Second, establish classes of mobile devices (i.e. phones, smartphones, data cards, tablets) with accompanying job criteria indicating which employees are eligible for which device types.  It is no longer sufficient to lump devices together as the gap in cost between low-end flip phones to high-end tablets and smartphones is vast, not only in the initial acquisition charge but in ongoing monthly service fees.  Best practice in this regard is requiring more stringent approval protocols for the tablets, smartphones and even data cards which may entail more management approval stops along the way and/or higher management job titles required for final approval of these more costly device types.

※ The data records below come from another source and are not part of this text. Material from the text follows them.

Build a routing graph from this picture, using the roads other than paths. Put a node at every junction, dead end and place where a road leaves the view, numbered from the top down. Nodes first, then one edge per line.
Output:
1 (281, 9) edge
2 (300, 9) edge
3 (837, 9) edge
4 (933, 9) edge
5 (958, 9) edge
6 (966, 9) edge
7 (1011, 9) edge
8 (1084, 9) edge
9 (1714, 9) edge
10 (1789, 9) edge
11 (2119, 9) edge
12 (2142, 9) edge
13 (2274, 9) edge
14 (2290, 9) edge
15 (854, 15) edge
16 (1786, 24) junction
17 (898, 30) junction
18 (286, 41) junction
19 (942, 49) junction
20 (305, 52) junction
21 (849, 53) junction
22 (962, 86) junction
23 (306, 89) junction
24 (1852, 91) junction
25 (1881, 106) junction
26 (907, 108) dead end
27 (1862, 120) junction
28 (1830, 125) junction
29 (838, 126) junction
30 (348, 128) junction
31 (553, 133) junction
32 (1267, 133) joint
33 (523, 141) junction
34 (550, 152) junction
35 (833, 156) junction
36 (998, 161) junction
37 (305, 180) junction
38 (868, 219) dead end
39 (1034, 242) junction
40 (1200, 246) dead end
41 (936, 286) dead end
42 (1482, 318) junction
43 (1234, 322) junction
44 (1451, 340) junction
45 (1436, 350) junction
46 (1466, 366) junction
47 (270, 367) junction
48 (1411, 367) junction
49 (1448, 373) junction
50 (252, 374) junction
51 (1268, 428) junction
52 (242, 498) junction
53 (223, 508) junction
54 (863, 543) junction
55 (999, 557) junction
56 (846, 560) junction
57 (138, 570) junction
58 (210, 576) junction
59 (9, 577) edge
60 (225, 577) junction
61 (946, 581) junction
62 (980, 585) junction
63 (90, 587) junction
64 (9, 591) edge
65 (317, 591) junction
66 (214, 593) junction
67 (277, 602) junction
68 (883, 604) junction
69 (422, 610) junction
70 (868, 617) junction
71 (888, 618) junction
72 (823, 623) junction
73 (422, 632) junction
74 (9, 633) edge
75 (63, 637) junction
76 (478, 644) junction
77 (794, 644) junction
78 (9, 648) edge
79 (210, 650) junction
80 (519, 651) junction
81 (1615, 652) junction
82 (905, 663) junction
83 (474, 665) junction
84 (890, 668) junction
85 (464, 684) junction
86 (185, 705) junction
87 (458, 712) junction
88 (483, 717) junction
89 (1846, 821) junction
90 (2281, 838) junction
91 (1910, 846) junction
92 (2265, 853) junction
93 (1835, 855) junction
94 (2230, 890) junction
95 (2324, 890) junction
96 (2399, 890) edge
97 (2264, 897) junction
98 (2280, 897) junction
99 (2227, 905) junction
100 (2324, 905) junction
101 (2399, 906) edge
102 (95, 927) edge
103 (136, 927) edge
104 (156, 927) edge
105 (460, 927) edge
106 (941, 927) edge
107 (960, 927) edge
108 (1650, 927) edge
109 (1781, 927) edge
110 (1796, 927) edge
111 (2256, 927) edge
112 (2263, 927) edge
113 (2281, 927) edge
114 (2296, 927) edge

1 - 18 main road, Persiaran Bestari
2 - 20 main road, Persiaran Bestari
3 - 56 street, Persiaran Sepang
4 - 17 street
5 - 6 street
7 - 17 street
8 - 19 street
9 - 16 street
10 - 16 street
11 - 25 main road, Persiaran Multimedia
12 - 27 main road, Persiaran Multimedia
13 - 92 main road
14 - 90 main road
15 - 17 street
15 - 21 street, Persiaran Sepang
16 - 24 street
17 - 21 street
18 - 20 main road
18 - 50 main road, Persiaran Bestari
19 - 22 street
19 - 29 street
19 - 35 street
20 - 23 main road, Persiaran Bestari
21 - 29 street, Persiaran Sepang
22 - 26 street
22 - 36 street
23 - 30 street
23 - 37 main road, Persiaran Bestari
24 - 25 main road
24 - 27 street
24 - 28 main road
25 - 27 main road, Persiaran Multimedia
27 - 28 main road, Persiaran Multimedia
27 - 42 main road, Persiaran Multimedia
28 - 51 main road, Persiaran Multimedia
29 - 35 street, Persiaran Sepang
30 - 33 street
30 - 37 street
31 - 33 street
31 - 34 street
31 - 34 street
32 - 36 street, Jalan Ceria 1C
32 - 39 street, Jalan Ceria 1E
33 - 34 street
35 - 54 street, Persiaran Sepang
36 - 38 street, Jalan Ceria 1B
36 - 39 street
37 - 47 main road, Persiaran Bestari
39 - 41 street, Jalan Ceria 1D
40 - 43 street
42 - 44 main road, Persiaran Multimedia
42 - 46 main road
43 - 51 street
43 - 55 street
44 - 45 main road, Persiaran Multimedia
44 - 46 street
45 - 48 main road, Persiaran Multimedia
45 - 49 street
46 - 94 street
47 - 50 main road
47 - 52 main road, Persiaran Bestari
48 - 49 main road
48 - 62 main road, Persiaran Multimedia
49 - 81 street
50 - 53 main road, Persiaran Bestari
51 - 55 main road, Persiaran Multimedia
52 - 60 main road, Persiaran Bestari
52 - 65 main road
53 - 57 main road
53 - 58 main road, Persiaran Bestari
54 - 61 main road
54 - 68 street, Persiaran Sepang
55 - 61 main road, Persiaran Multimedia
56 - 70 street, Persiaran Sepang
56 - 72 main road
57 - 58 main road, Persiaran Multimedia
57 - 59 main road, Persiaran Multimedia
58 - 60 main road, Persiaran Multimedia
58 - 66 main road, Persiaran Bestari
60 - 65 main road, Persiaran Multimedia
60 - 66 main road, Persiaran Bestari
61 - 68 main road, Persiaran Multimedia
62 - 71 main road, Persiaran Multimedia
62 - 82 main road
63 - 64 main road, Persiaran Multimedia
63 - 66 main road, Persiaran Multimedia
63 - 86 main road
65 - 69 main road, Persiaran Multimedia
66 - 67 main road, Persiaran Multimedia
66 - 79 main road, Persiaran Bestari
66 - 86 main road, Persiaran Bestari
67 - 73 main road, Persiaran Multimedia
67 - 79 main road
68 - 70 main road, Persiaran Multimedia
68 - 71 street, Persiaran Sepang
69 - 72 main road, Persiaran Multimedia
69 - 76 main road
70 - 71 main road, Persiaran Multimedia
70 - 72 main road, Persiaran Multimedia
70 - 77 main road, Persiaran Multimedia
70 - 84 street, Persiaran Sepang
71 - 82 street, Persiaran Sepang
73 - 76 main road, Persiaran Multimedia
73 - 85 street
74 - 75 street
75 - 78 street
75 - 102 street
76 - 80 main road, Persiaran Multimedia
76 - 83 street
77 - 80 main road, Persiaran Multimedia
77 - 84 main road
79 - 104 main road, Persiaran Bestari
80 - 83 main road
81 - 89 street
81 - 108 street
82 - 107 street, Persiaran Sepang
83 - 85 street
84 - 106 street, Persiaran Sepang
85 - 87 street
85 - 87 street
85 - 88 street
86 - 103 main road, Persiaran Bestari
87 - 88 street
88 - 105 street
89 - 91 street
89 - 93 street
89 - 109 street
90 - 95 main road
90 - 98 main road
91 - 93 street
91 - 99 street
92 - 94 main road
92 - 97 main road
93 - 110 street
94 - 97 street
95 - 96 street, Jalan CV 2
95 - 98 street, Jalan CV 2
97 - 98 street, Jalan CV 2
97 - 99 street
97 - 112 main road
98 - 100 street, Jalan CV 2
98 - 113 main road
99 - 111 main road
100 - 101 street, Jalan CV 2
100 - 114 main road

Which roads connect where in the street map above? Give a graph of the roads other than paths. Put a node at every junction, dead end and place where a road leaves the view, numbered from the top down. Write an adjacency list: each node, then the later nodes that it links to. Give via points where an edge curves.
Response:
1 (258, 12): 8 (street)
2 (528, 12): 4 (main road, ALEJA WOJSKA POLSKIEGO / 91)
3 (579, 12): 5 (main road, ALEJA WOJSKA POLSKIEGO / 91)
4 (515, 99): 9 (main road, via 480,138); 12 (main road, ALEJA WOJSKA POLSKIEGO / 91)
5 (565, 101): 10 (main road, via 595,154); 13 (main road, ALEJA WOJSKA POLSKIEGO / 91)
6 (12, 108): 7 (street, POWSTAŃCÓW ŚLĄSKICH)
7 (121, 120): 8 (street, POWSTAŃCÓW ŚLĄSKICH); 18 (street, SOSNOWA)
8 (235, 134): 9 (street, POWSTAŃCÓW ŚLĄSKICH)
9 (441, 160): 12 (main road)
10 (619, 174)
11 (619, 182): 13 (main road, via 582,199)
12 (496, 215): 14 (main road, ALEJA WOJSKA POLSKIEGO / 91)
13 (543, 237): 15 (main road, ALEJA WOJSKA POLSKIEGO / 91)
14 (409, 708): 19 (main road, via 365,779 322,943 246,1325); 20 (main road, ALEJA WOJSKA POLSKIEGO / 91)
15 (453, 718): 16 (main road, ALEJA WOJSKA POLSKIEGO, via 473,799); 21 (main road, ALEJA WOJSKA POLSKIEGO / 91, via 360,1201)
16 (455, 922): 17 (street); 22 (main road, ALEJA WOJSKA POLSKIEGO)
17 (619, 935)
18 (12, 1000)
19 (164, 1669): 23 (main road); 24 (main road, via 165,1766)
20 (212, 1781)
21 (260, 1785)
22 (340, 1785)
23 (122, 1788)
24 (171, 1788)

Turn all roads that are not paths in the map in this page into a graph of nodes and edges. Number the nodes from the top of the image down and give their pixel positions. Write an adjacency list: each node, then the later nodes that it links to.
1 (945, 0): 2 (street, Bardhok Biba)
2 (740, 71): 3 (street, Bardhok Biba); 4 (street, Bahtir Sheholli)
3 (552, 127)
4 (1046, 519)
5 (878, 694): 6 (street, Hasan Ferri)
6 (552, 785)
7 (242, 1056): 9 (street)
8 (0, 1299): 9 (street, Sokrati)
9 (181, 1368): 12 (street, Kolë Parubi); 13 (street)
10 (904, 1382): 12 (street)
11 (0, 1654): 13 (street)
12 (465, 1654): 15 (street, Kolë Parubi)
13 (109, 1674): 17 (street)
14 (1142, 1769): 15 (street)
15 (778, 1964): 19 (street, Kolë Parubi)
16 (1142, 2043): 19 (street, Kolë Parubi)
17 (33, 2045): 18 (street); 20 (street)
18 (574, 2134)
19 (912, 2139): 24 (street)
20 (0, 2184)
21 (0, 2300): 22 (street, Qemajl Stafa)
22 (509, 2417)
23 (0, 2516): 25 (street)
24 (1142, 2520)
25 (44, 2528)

Third, be clear on the boundaries related to device usage.  With the current shift from voice minute-centric billing to data-centric already beginning, having clear guidelines for the business and non-business usage of mobile devices for voice minutes, texting, data and international usage are essential.  Lack of understanding in these areas can create expectation gaps that can be hard to close.  Be sure an expectation is set that there will be monitoring so the employee understands the policy will be reviewed against their usage behavior.

Finally, establish consequences for policy violations. Some leniency may be appropriate for first time offenders but for repeated violators the only way to cause a change of behavior may be through a process of reimbursement for personal usage charges considered beyond policy limits.

Employee Understanding and Acceptance – It is important to have the policy readily available to any mobile device user. It is even more effective to require that an employee indicates they have read and accepted the company policy prior to receiving their initial corporate-liable mobile device.  This acceptance can come via hardcopy signature or a more efficient path would be electronically recorded via a checkbox in an online provisioning workflow process.  An approach requiring employee acceptance is a key aspect of instilling individual responsibility. Because the vast majority of policy violations occur unintentionally your success at broad company compliance will be substantially influenced by the depth of the employee’s understanding of the policy guidelines.

Monitoring Policy Compliance – Without oversight a company policy can be hollow and irrelevant. If you are operating only from a paper bill the process of monitoring will be a significant challenge.  You will be left to randomly sampling users to review from the bills.  A more effective solution would be through automated capabilities of a Mobility Management tool.   A solution such as MobilSentry provides automated alerting to management for usage violations. Regardless of the method, best practice suggests you conduct some level of an annual review of usage with feedback to the employee.  When employees sense an absence of oversight, it can result in a lower level of attention to policy guidelines.

Regularly Reviewing the Policy – What can always be said about mobility is that it does not stay the same.  There is a continuous stream of change that needs to be periodically reviewed against reasonable device use expectations.  An example of a recent change that has had a big impact on some companies is the Hotspot feature on smartphones.  In some companies, this has replaced the need for some individuals who travel frequently to have a second billing device for ready internet access.  Some enterprises have used this cost saving opportunity to rewrite their policies on data card usage.

We have seen companies who have implemented, monitored and enforced well-conceived mobility policy reduce their monthly spend by 2-5%.  This has brought a positive change to their mobility culture and reduced their carrier invoices, in many cases in excess of the cost of a Mobility Management solution.  If you don’t yet have a Mobility Policy, you should make plans today to create one.  The effort will bring clarity, control and cost savings to your mobile device environment.